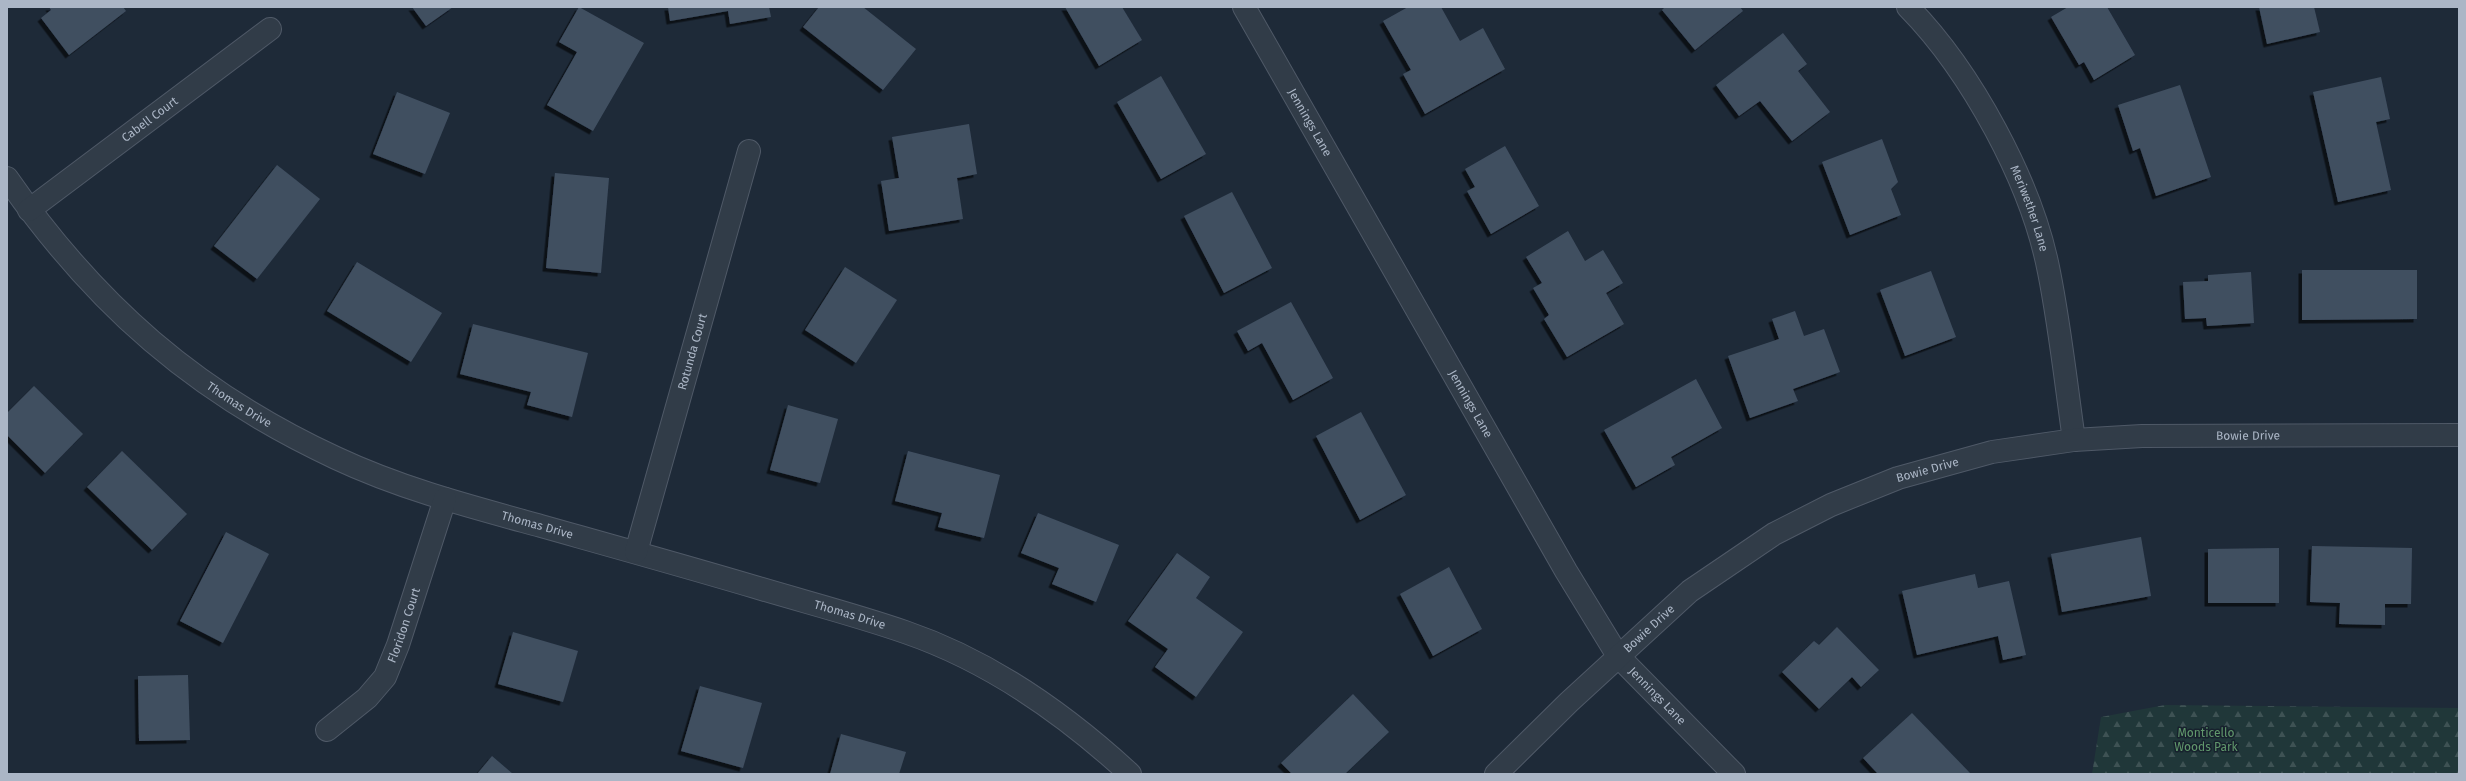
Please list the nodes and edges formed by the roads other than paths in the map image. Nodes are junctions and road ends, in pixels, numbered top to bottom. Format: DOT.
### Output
######
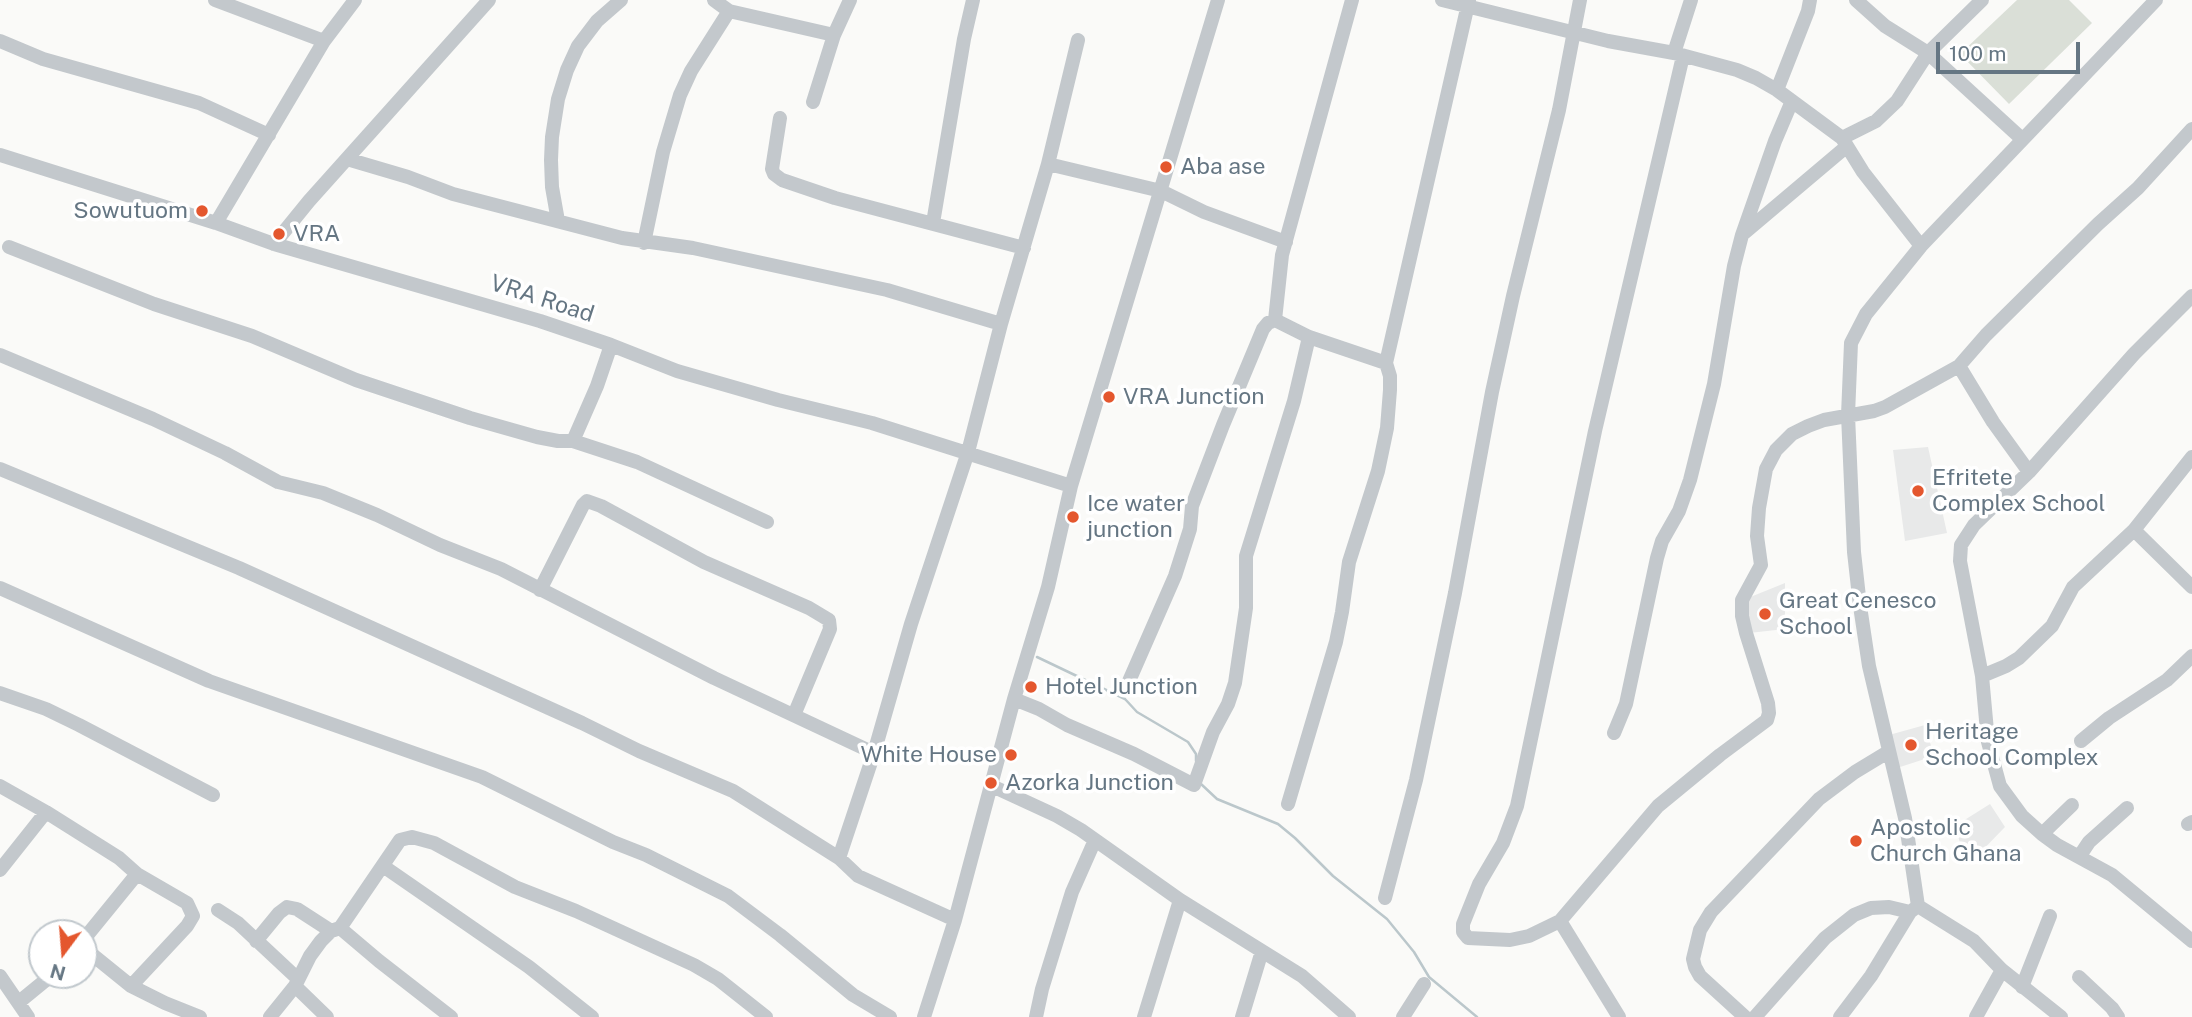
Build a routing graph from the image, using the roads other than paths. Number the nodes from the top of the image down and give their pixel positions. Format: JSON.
######
What you are asked to do:
Answer with one number only, the count of lines in the listing that hold the word "Format".

Output:
2